**DATASET EXCERPTS**
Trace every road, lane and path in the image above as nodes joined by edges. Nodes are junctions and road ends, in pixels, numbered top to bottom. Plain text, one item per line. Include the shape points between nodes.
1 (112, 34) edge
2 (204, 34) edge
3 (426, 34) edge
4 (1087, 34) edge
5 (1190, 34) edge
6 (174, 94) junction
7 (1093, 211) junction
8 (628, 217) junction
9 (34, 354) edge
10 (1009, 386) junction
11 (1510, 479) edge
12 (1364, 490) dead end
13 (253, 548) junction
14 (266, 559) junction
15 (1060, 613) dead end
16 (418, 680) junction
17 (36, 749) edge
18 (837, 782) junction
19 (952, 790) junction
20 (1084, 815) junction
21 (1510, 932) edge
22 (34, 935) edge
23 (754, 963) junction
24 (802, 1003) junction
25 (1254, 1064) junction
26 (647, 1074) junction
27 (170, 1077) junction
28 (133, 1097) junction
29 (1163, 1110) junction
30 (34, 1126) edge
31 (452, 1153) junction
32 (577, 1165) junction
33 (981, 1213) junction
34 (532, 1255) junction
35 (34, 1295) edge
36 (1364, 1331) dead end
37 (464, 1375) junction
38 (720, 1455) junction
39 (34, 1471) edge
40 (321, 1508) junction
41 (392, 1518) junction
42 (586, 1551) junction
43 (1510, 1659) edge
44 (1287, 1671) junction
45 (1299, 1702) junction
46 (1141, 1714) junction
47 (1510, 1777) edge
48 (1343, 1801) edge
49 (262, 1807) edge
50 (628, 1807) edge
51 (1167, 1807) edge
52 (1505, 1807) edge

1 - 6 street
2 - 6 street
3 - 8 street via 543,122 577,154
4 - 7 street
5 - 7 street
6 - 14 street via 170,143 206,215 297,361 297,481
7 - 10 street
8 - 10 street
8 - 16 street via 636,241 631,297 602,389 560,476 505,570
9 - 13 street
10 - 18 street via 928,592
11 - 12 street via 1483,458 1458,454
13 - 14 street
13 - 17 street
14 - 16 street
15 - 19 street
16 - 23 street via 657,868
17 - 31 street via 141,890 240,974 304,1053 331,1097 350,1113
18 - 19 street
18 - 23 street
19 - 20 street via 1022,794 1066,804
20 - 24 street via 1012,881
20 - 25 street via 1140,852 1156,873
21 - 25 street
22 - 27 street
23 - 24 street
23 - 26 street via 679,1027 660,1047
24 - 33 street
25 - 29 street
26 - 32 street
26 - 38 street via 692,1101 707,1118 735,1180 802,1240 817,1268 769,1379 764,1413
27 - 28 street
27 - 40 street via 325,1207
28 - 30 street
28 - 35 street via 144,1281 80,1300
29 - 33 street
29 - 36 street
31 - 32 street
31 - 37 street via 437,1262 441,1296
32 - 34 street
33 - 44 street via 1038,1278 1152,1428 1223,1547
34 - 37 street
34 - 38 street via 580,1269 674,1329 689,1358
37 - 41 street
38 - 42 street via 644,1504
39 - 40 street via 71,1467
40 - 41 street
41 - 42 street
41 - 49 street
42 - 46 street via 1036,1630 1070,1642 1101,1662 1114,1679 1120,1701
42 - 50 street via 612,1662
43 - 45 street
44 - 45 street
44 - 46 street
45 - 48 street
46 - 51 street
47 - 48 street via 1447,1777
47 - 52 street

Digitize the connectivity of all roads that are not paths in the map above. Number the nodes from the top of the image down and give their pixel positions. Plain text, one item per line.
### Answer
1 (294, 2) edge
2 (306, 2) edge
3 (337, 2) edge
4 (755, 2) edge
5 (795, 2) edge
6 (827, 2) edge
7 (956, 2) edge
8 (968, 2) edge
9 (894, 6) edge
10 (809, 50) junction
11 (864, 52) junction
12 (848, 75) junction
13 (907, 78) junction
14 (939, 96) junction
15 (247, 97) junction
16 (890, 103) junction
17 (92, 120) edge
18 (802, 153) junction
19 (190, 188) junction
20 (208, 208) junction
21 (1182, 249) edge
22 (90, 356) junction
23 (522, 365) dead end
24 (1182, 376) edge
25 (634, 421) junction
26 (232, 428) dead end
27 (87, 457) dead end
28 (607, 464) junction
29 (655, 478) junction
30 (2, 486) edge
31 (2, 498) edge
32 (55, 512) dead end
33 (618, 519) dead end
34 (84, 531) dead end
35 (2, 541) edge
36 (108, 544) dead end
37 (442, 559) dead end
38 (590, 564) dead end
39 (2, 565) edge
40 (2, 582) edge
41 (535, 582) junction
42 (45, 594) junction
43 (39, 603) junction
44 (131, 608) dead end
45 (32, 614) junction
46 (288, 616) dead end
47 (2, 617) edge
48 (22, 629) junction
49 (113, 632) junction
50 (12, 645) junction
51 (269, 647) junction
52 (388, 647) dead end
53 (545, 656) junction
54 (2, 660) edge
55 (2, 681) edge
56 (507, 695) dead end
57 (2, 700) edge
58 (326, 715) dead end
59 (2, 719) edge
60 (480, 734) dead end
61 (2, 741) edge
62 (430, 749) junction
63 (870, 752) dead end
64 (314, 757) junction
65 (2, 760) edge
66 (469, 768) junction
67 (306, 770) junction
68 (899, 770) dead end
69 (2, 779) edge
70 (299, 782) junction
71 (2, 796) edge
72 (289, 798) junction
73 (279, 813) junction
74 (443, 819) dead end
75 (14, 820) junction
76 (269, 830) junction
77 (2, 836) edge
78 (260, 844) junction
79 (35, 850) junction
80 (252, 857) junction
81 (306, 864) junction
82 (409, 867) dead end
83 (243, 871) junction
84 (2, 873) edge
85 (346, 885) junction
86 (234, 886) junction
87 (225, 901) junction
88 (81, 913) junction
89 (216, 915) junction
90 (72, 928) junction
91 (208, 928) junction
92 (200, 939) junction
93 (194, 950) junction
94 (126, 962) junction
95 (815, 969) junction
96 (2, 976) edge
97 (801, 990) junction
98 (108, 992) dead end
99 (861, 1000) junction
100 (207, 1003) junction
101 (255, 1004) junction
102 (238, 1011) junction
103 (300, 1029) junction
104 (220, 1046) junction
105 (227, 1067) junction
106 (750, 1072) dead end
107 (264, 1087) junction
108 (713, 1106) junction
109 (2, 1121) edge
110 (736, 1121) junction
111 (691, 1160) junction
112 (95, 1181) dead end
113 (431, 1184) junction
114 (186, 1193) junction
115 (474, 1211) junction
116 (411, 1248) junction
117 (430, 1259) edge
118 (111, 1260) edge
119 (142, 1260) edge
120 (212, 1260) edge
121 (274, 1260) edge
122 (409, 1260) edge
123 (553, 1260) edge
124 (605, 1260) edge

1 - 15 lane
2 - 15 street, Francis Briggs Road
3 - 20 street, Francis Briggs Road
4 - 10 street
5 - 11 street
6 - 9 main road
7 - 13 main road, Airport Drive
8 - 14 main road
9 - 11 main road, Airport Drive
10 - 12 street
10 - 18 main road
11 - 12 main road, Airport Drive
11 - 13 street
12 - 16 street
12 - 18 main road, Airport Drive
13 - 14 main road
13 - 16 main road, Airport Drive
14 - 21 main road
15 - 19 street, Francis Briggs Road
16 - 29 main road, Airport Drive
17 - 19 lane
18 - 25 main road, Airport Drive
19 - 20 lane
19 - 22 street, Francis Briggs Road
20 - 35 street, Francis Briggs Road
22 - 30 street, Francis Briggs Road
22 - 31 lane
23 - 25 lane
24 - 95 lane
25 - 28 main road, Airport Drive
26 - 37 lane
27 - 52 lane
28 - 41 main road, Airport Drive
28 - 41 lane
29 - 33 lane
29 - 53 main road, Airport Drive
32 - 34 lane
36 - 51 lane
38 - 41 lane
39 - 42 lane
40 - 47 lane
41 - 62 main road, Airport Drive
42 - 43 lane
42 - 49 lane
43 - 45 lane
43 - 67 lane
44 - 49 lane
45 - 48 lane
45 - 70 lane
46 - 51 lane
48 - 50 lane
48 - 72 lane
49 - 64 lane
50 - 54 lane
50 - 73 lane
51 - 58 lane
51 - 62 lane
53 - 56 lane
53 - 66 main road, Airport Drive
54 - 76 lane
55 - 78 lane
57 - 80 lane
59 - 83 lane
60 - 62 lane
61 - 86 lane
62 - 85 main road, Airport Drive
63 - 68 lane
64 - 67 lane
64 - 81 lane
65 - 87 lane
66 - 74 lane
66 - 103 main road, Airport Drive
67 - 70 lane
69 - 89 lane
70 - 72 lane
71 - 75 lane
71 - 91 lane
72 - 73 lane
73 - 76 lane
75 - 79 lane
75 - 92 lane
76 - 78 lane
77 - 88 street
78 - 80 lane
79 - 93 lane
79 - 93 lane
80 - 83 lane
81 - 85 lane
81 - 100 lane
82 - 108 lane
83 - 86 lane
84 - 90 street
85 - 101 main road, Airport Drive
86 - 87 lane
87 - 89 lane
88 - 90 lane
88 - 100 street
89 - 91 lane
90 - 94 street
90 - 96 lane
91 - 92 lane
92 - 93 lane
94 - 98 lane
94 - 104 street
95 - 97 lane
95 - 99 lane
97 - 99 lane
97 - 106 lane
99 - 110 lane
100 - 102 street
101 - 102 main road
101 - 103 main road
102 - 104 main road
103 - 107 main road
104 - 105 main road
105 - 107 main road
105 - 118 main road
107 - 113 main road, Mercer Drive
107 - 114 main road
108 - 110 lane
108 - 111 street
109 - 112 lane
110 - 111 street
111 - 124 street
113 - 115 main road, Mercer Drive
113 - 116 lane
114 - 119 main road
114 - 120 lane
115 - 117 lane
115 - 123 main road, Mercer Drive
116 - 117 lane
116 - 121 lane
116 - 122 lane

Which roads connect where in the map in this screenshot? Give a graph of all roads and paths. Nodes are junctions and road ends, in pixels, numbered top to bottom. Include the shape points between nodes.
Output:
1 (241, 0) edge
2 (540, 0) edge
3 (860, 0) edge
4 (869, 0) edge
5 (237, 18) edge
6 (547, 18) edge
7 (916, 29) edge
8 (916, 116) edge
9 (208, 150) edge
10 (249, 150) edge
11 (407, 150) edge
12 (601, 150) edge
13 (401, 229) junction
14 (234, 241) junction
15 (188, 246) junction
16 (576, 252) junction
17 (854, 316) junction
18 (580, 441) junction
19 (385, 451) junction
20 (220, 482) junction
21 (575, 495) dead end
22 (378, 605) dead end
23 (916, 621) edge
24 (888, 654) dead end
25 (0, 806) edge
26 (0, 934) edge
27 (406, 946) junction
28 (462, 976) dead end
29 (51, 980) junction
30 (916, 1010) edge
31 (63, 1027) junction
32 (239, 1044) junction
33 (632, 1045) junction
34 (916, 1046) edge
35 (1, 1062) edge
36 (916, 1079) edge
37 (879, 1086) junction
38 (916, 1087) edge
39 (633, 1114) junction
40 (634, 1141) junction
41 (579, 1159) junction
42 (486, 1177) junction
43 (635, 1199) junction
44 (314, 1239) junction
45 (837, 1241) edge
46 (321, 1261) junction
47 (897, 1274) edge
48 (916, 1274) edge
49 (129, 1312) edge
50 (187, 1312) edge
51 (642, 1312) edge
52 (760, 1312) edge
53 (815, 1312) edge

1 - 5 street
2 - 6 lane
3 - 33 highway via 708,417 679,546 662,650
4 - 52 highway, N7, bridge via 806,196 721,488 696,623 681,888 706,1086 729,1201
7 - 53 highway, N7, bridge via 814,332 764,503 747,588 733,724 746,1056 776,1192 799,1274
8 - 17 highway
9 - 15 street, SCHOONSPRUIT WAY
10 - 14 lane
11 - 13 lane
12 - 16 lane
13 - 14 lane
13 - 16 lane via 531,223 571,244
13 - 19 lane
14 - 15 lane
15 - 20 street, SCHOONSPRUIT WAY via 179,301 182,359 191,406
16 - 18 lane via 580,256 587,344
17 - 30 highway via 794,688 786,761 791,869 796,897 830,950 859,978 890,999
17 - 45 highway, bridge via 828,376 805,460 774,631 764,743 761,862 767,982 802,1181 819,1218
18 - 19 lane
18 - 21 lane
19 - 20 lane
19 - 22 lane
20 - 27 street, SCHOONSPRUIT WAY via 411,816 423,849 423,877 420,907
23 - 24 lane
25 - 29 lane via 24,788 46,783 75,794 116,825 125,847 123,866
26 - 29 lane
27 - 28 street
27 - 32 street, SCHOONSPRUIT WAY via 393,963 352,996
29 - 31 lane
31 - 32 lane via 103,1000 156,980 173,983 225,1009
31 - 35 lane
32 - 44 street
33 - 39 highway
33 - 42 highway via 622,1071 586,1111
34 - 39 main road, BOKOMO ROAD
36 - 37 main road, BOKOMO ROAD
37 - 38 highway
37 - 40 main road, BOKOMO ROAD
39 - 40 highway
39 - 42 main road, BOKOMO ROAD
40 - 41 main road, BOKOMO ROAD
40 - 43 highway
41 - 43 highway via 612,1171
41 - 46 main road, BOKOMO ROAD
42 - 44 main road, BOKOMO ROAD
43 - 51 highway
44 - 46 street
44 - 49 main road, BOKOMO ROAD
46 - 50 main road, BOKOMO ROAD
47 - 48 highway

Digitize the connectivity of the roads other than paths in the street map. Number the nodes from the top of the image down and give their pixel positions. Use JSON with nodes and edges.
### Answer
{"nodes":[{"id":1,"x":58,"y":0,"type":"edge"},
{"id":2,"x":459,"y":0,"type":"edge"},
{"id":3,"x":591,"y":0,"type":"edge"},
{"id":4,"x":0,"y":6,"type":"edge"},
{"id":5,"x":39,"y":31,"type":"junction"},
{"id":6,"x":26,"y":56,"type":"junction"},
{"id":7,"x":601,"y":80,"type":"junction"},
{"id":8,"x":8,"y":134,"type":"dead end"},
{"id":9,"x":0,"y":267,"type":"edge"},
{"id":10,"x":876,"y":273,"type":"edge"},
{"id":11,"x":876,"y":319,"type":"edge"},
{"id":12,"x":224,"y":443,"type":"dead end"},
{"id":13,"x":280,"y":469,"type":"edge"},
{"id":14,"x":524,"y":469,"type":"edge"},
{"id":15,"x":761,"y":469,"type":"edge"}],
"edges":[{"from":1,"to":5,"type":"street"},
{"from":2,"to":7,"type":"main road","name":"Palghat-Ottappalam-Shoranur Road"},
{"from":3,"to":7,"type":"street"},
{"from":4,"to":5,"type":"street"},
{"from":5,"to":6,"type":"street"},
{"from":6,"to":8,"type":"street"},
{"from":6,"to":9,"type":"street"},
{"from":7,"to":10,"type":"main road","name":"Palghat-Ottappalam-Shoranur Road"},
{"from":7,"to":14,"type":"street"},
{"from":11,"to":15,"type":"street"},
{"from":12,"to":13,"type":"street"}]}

**PROBLEM TO WORK ON**
Go through the entries above and copy each line with "roads" in it.

**ANSWER AREA**
Digitize the connectivity of all roads that are not paths in the map above. Number the nodes from the top of the image down and give their pixel positions. Plain text, one item per line.
Which roads connect where in the map in this screenshot? Give a graph of all roads and paths. Nodes are junctions and road ends, in pixels, numbered top to bottom. Include the shape points between nodes.
Digitize the connectivity of the roads other than paths in the street map. Number the nodes from the top of the image down and give their pixel positions. Use JSON with nodes and edges.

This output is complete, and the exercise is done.